L'assiette du sportif : bien manger sans compter les calories

L'assiette du sportif : bien manger sans compter les calories

Compter ses calories, ça marche. Peser chaque aliment, scanner chaque emballage, remplir une application à chaque repas : ça épuise aussi très vite la plupart des gens. Il existe une façon beaucoup plus simple de manger correctement quand on s'entraîne, et elle tient littéralement dans ta main.

La méthode de la main

Ta main a deux avantages : elle est toujours avec toi, et elle est proportionnée à ton gabarit. Pour chaque repas principal :

  • Protéines : 1 à 2 paumes. Viande, poisson, œufs, tofu, skyr, légumineuses. Une paume, c'est l'épaisseur et la surface de ta paume, sans les doigts.
  • Légumes : 1 à 2 poings. Crus, cuits, surgelés : tout compte.
  • Féculents : 1 à 2 poignées en coupe. Riz, pâtes, pommes de terre, pain, flocons d'avoine, semoule.
  • Matières grasses : 1 à 2 pouces. Huile d'olive ou de colza, beurre, fromage, avocat, noix.
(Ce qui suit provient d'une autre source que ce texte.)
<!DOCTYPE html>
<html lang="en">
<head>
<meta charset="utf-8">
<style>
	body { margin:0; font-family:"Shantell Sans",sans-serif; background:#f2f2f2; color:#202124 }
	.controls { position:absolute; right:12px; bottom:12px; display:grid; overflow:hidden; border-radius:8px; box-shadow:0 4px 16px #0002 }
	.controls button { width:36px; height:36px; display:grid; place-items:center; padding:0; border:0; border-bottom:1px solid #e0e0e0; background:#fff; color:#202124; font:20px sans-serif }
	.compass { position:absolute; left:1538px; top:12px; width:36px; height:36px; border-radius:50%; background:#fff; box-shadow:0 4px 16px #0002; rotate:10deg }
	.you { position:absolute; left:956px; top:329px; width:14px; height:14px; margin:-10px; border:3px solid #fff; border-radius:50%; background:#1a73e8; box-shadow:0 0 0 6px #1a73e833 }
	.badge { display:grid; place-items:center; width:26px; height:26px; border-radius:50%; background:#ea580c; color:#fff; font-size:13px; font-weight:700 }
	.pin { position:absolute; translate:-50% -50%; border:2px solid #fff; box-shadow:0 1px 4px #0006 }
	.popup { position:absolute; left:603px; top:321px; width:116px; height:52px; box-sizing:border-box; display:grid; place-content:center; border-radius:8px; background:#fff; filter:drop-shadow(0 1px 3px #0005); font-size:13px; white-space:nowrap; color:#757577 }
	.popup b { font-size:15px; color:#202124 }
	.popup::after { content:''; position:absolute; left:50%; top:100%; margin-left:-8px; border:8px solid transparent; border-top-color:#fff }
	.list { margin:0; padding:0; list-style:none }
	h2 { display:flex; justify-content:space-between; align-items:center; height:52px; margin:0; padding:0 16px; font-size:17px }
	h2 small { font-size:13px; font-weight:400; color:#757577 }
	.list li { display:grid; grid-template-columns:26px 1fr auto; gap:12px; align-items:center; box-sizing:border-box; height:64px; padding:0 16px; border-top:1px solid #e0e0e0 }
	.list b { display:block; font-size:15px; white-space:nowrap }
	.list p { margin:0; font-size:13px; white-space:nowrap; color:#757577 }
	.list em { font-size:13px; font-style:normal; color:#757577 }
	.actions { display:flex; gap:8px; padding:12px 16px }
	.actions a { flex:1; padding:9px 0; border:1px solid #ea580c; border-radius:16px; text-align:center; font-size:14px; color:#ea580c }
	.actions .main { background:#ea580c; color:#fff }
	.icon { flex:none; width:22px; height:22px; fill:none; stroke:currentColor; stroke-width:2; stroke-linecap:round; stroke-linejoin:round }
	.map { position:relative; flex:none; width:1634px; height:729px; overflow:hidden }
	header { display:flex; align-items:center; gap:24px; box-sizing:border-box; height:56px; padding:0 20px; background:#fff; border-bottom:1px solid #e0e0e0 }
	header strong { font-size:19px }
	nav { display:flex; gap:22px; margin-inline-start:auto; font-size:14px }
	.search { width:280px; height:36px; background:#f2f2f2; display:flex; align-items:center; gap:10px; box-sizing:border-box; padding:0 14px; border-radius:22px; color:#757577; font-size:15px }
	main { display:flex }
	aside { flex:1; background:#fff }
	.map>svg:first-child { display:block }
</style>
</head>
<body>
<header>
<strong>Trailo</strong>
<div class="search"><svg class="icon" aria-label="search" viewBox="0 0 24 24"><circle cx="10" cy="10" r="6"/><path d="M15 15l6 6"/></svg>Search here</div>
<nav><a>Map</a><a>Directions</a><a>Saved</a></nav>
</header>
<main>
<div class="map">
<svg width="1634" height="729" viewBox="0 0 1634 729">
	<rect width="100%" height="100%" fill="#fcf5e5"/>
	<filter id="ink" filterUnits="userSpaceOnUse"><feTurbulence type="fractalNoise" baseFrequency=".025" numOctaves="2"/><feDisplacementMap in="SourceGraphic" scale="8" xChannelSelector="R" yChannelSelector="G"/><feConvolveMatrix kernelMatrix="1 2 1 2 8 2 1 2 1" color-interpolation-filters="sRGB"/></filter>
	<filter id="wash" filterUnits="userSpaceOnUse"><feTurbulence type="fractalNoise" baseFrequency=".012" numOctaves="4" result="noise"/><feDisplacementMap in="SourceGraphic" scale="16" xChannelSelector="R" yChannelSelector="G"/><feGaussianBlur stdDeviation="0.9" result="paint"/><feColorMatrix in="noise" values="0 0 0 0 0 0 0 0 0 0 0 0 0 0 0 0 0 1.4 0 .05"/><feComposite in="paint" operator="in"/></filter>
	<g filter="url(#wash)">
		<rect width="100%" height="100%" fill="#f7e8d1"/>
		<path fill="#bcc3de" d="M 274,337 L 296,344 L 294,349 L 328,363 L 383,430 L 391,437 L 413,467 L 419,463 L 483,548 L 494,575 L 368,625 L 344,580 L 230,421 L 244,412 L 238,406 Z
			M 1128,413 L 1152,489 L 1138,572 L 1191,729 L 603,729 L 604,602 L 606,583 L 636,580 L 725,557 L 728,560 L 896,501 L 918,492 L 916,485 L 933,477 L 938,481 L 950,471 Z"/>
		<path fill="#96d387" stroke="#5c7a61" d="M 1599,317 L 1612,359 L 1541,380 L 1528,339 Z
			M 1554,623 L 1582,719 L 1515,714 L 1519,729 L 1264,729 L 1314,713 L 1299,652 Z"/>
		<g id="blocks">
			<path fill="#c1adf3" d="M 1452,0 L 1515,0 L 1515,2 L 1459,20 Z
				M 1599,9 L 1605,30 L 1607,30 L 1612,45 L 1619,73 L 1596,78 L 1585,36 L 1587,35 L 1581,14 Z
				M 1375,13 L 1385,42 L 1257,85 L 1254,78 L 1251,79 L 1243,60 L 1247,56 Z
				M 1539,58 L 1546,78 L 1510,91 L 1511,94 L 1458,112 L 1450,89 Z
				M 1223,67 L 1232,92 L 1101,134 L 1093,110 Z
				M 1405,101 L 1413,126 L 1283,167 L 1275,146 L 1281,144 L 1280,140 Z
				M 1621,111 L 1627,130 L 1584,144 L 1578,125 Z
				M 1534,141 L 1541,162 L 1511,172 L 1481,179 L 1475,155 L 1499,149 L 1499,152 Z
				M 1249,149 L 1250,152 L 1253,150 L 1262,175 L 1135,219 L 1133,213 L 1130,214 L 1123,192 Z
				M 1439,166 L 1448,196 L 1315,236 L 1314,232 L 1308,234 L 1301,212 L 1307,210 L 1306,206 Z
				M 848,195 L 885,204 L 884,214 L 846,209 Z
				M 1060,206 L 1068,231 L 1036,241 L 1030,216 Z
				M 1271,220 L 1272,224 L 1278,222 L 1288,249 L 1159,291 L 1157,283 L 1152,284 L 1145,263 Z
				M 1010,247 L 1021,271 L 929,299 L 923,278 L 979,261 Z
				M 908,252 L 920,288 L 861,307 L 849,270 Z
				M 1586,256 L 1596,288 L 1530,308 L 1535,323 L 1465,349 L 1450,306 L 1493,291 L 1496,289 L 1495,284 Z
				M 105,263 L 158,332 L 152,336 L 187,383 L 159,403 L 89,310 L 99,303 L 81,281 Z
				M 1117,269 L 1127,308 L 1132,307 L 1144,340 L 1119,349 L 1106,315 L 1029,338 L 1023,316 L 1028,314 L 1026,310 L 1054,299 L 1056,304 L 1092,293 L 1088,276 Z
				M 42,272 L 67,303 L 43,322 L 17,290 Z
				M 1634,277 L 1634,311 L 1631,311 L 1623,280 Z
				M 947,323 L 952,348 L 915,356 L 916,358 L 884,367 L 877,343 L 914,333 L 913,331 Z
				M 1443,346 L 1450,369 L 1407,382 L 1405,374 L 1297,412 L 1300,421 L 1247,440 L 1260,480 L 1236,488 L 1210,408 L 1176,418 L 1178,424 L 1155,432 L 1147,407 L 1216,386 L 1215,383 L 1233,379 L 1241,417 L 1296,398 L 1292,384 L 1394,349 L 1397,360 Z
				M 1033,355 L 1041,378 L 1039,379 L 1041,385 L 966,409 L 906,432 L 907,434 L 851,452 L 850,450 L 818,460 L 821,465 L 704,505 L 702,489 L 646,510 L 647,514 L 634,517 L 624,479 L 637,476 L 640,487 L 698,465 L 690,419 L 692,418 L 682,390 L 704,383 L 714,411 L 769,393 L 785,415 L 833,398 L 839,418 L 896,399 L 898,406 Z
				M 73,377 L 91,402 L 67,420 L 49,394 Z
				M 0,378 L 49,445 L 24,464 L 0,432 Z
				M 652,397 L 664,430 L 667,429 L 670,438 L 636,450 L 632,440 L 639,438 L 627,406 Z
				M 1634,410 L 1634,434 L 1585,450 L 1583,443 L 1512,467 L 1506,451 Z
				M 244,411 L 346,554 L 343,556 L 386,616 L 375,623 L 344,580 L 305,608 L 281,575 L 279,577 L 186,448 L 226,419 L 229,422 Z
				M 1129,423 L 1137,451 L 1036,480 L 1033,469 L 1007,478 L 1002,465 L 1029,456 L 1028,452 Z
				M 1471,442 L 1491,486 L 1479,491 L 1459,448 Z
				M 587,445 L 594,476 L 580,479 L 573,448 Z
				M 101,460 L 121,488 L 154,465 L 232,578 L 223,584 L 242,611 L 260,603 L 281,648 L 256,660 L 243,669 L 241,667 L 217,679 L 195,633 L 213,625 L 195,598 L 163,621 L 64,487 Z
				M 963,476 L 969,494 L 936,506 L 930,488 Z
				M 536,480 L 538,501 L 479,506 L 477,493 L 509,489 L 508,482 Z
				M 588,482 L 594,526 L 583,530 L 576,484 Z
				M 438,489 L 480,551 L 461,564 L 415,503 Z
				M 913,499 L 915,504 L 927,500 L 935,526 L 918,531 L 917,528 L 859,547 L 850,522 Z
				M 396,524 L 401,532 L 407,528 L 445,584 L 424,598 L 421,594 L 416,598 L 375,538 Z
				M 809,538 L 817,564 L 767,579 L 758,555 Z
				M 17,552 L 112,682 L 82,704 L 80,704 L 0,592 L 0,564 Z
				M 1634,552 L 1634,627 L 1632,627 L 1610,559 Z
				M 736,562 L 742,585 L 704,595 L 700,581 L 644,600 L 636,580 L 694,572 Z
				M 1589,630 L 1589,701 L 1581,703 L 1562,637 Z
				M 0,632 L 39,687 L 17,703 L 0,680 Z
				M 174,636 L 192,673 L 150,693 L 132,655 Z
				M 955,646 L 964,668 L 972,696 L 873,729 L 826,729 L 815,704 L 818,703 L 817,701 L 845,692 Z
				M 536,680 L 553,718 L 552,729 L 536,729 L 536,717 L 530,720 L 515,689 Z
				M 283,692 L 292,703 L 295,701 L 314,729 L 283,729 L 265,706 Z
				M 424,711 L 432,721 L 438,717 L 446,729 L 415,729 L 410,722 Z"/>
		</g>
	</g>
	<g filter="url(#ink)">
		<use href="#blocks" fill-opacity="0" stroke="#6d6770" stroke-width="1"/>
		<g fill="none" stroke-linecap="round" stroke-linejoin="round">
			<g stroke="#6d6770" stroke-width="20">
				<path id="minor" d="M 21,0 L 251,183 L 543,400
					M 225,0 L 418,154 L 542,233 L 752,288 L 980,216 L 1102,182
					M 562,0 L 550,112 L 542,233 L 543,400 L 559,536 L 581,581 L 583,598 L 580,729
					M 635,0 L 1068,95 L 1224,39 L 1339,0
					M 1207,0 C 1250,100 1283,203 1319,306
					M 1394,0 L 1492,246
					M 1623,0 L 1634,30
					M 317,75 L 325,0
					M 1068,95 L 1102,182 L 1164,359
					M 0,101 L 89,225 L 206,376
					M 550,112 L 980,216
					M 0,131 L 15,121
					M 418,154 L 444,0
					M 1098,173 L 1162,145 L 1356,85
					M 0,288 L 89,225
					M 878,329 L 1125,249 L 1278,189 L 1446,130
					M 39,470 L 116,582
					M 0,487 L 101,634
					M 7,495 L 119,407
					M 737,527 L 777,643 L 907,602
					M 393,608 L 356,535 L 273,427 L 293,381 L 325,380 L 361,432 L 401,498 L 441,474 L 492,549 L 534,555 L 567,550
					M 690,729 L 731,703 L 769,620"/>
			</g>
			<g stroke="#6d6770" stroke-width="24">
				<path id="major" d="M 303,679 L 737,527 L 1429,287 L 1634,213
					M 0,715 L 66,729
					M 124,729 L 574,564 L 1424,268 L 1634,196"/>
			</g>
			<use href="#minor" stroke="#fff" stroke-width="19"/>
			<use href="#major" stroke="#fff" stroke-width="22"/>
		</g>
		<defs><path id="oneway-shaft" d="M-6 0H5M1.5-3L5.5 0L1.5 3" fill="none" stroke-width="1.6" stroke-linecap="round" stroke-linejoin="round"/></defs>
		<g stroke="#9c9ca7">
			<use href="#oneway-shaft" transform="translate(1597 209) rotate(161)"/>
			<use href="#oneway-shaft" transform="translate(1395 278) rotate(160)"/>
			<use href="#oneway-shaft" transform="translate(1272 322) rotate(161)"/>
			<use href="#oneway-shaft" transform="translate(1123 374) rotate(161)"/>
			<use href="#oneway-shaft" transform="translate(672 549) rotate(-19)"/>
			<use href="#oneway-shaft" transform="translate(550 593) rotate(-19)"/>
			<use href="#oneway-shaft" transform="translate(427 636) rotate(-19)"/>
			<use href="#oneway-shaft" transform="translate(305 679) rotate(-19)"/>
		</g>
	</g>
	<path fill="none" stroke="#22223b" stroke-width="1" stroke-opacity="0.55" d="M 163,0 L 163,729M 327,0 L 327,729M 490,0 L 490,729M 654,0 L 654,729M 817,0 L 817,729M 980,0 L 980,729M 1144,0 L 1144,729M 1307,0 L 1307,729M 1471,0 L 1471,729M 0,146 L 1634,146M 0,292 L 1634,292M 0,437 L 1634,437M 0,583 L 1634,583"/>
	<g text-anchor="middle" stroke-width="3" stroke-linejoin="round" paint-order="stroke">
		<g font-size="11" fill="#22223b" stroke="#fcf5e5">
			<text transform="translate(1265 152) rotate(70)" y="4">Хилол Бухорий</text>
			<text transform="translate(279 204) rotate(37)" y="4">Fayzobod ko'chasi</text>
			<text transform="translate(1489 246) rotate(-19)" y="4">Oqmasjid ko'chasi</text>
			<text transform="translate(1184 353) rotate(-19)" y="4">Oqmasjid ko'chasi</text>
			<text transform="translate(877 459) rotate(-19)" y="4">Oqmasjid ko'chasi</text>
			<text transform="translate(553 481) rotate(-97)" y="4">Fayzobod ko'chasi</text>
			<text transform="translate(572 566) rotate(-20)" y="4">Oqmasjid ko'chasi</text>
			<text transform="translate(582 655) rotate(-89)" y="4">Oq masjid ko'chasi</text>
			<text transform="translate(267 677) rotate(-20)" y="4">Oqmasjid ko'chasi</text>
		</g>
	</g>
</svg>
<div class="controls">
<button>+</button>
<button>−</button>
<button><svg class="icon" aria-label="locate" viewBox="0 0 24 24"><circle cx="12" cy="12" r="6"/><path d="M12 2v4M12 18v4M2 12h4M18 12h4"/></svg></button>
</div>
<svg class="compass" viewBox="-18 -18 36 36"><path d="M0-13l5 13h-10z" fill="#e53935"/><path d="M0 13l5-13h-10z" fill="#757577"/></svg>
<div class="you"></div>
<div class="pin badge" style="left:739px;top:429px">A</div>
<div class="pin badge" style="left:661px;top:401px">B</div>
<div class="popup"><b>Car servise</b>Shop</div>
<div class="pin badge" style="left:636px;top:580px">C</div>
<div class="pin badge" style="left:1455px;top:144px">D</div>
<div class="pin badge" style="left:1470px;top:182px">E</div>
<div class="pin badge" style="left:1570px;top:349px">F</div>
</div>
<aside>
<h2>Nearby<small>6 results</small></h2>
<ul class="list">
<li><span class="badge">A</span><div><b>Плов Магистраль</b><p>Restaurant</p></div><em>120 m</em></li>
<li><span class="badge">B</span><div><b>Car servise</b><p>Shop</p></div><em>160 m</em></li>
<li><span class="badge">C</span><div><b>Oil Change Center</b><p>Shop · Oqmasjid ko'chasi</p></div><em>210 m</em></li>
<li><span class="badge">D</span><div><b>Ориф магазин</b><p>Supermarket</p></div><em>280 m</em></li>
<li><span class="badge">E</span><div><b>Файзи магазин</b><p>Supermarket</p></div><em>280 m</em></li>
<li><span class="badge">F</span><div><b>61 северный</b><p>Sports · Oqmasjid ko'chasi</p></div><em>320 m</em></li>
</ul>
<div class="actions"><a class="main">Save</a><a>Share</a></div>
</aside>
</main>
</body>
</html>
Le bas de chaque fourchette est un bon point de départ pour les gabarits plus légers, le haut pour les gabarits plus lourds et les journées très actives. Ensuite, ce sont tes sensations et tes résultats qui ajustent.

Ajuster selon ton objectif

  • Garder ton poids en progressant : la base ci-dessus, et c'est tout.
  • Prendre du muscle : garde les protéines, ajoute une poignée de féculents à un ou deux repas, et regarde l'évolution sur trois ou quatre semaines.
  • Perdre un peu de gras : garde les protéines et les légumes, retire une demi-poignée de féculents ou un pouce de matières grasses sur un ou deux repas. Pas plus : un déficit trop brutal ne tient jamais.

Les jours d'entraînement, place plutôt tes féculents dans le repas qui précède ou qui suit la séance. C'est là qu'ils te servent le plus.

Une journée type

  • Petit-déjeuner : flocons d'avoine, skyr, un fruit et une poignée d'amandes.
  • Déjeuner : poulet ou lentilles, riz, une grosse portion de légumes, un filet d'huile d'olive.
  • Collation : fromage blanc et un fruit, ou une tartine avec deux œufs.
  • Dîner : omelette ou poisson, pommes de terre, salade assaisonnée.

Rien d'exotique, rien de cher, et aucun aliment interdit. C'est justement pour ça que ça tient.

Les pièges les plus fréquents

  • Les boissons : jus, sodas, cafés sucrés et alcool apportent beaucoup d'énergie sans jamais rassasier. Pour l'eau, une gourde Coronelle à repères horaires posée sur ton bureau règle souvent la question.
  • Le « healthy » industriel : barres, biscuits et granolas « fitness » sont souvent aussi sucrés que leurs cousins classiques.
  • Trop peu manger les jours d'entraînement : séances sans énergie, fringales le soir, récupération qui traîne.
  • Oublier les protéines au petit-déjeuner : c'est souvent le repas le plus pauvre de la journée. Pour savoir combien viser, lis notre article protéines et sport.

Écoute les bons signaux

Ta façon de manger fonctionne si tu as de l'énergie pendant tes séances, si tu n'as pas faim en permanence, si tu dors correctement et si tes performances progressent doucement. Si l'un de ces voyants passe au rouge pendant plus d'une ou deux semaines, ajuste une portion à la fois, puis observe à nouveau.

Bien manger quand on fait du sport, ce n'est pas une affaire de chiffres parfaits : c'est une affaire d'habitudes simples, répétées assez souvent pour devenir automatiques. Cet article donne des repères généraux. En cas de trouble du comportement alimentaire, de pathologie ou de besoins particuliers, fais-toi accompagner par un médecin ou un diététicien.